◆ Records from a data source
-- Opening Marker --

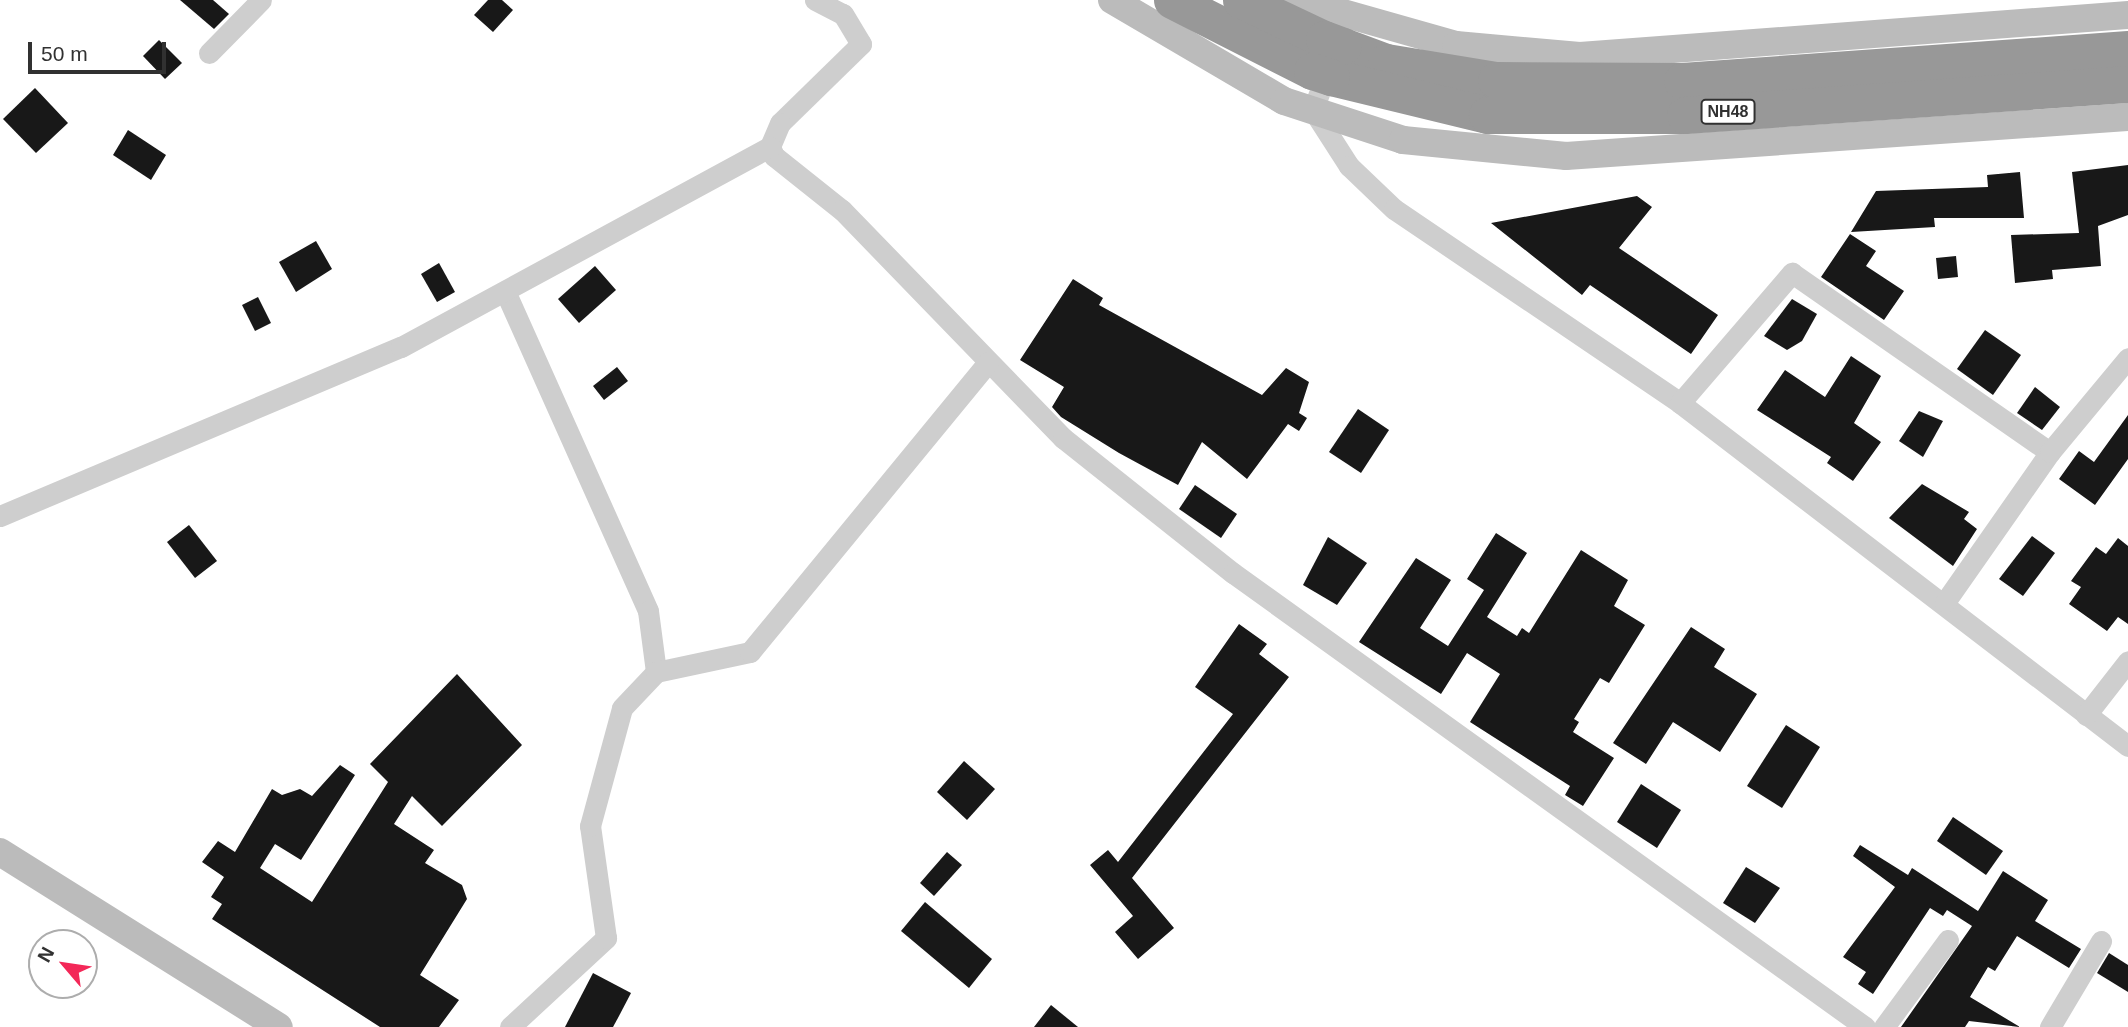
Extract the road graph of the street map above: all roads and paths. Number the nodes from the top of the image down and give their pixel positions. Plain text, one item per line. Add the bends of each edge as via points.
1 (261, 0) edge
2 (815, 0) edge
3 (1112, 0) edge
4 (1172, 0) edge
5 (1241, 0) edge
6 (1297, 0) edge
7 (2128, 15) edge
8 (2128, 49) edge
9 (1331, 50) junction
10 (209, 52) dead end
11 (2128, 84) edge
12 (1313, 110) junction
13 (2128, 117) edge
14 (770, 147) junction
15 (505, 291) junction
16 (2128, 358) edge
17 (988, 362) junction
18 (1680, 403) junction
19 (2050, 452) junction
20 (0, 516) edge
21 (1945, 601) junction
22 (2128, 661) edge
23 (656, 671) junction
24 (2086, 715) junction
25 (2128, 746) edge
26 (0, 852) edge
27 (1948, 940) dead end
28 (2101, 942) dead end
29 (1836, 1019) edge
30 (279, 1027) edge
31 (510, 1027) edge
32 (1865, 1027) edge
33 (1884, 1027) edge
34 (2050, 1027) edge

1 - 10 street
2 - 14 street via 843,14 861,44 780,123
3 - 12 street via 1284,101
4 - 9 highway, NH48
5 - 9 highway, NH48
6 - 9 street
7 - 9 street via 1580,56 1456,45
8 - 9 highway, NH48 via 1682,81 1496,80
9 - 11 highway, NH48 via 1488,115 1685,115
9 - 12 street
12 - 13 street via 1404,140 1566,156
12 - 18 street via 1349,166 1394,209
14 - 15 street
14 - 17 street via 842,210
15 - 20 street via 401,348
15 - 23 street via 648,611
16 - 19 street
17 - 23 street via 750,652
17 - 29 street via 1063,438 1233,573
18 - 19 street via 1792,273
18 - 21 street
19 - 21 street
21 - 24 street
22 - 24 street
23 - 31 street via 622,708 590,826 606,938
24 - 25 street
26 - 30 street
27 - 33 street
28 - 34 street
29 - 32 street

-- Closing Marker --

◆ WORK ITEM
With "junction" as the string to match, show every line of the entries above that has it.

◆ TASK RESPONSE
9 (1331, 50) junction
12 (1313, 110) junction
14 (770, 147) junction
15 (505, 291) junction
17 (988, 362) junction
18 (1680, 403) junction
19 (2050, 452) junction
21 (1945, 601) junction
23 (656, 671) junction
24 (2086, 715) junction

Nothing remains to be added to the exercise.